With regards to therapy, Infinity Pool does suggest some semi-autobiography. Cronenberg has revealed in interviews he was inspired by a trip to the Dominican Republic. On closer inspection, James is an author whose only novel was published to low sales and negative reviews; as Infinity Pool was written before Possessor, it means the screenplay was fashioned during the lengthy period Cronenberg struggled to finance a follow-up to Antiviral. Moreover, James acknowledges that his book deal is due to his wife’s father owning a publishing company.
‘I’ve definitely questioned, especially at the beginning of my career, if I got opportunities because of my father. There was lots of insecurity’ – Alexander Skarsgård
On honing the backstory, Skarsgård comments, “James has been struggling for six years to write his next novel, and that’s why we find him on the resort, because he’s desperately trying to find inspiration… He’s struggling because, deep down, he believes in himself, and he believes in his talent, but no one else does. He questions whether he’s here because of those [family] connections, and if he’ll find inspiration for a good second novel. That’s why he’s so prime for Gabi and her gang to pounce on, because he’s very much a broken man.”
Like Cronenberg, Skarsgård also has a famous parent in the business: Stellan Skarsgård. Has any insecurity over being a “nepo baby” driven the younger Skarsgård to take on challenging projects like The Northman and Infinity Pool?
“No,” says Skarsgård, pausing to think. “To be crass, it’s not like I choose jobs to prove my range so people know that I deserve my place in the industry despite having a successful father. I’ve definitely questioned, especially at the beginning of my career, if I got opportunities because of my father. There was lots of insecurity. A lot of actors – including friends I’ve talked to without successful parents – have imposter syndrome. I’ve felt that a million times, and having a famous actor-father enhanced that insecurity.
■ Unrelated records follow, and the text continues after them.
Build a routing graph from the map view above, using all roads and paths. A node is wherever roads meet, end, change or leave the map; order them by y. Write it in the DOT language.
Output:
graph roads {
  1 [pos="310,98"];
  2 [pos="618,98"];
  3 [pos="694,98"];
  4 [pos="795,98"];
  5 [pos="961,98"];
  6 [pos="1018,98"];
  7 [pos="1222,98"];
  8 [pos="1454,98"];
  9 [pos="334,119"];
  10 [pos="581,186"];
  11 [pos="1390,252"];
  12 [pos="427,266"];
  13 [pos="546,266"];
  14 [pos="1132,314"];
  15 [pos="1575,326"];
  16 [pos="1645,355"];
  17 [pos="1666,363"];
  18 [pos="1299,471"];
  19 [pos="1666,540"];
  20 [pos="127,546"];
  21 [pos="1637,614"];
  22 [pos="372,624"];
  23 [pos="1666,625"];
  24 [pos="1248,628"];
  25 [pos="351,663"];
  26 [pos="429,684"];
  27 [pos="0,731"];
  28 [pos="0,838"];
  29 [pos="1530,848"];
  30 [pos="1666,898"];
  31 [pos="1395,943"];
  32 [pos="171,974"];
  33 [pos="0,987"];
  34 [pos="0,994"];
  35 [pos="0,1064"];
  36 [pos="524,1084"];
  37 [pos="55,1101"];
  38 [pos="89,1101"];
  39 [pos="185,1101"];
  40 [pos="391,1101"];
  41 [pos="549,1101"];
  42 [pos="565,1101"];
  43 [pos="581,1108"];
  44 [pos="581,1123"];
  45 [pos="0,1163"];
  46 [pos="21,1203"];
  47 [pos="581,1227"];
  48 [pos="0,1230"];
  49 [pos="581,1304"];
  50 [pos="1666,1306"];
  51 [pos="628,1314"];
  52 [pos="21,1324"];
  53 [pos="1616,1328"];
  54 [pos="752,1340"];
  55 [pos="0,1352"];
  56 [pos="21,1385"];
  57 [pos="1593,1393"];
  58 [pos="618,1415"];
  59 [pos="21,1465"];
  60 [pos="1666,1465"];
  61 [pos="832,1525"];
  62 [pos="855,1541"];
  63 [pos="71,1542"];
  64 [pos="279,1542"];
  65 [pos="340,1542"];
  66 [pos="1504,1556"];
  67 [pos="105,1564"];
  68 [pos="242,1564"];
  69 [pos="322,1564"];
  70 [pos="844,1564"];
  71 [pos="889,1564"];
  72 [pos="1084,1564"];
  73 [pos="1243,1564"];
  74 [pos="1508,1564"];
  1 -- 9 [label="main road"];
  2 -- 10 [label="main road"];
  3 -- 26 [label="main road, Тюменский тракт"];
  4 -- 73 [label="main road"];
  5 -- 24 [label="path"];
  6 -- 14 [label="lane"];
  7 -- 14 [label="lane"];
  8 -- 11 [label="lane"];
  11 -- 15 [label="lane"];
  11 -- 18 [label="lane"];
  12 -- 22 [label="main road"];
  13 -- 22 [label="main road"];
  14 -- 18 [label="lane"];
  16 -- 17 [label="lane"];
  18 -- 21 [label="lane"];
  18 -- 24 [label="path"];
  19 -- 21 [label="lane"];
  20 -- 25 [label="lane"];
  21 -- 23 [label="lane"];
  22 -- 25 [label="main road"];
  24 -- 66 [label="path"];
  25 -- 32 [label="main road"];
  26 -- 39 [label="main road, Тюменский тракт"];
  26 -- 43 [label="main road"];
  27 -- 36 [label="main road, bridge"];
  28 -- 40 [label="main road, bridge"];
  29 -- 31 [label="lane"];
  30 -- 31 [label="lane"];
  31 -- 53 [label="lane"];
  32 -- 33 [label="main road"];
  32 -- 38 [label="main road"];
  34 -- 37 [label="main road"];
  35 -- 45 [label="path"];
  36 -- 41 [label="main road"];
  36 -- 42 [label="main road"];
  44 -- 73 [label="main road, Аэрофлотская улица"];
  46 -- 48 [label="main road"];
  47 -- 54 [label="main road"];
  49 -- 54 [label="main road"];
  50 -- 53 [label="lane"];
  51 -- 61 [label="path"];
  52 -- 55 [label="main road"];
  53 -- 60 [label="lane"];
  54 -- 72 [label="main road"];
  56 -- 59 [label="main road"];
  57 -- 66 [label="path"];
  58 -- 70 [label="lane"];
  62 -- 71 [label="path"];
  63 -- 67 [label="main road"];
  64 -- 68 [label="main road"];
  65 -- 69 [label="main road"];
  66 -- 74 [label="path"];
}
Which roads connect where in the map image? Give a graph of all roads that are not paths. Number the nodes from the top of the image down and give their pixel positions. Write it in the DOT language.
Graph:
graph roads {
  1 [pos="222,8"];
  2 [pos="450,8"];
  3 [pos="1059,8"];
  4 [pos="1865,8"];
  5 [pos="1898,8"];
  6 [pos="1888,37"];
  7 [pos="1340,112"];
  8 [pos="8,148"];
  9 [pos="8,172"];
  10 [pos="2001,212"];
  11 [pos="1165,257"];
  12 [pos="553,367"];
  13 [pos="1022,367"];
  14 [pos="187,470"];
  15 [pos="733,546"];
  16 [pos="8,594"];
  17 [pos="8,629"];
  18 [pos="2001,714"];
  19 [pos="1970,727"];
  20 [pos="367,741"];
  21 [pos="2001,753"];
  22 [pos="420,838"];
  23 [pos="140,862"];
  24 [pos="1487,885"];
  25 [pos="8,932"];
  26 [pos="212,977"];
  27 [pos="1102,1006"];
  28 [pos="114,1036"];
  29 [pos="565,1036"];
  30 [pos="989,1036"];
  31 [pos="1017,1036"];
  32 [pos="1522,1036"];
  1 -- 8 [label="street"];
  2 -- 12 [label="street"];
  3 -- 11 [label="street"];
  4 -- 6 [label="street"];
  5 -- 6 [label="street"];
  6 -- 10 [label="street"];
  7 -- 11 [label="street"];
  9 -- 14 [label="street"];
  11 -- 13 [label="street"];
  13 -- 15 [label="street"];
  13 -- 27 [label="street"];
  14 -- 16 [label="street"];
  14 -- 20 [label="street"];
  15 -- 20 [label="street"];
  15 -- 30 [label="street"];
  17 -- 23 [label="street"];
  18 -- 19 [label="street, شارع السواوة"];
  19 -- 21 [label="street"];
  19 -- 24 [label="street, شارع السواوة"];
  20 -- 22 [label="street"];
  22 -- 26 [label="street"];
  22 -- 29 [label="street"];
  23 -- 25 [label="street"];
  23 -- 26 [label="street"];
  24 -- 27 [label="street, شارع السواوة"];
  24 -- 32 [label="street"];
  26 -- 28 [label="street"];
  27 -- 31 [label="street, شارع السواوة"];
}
“You’re like, ‘I don’t think I’m very good. Shit, my father’s a famous actor. Maybe they only hired me for my name.’ Which becomes a downward spiral. Then it’s like, ‘Oh, shit, I’m clearly not good enough. I’m here because of connections. I’m not going to do a good job.’ It’s harder to be relaxed and open to inspiration on a set because you’re scared. That was definitely something I struggled with. I’d say less so now.”
Skarsgård has recently filmed Succession season four and his upcoming projects include The Pack, a movie that he’ll direct and co-star in alongside Florence Pugh. There’s plenty to discuss but a PR asks me to wrap up the interview. Still, I can’t exit without bringing up Lars von Trier’s The Kingdom: Exodus – also the best TV show of 2022. In the button-pushing horror-comedy, Skarsgård plays a lawyer who handles a sexual harassment case for both the accuser and the accused
“I worked with Lars 10 years ago on Melancholia, and we’ve stayed friends,” says Skarsgård. “My father worked with him many times, so I’ve known Lars for 20 years. The role [in The Kingdom: Exodus] was actually written for my father – speaking of nepotism.” With a laugh, he explains that the older Skarsgård was busy shooting Andor in London. “I got this because of my dad.”
Although he’s been diagnosed with Parkinson’s, von Trier has vowed to continue directing. “Melancholia was one of the greatest experiences of my career,” says Skarsgård. “When I was sent Melancholia, I said yes before reading the script. That’s the only time I’ve ever done that. I still feel that way. If Lars reaches out – it’s so fun and playful on his sets. I’d do anything for that man.”
In a call-back to our conversation last year for The Northman, I end the interview by quoting from Robert Eggers’ revenge-thriller, telling Skarsgård I’ll meet him at the gates of Hell and there he will die. “At the gates of Hell you will find me,” he says, taking a comic beat. “Naked. Bye.”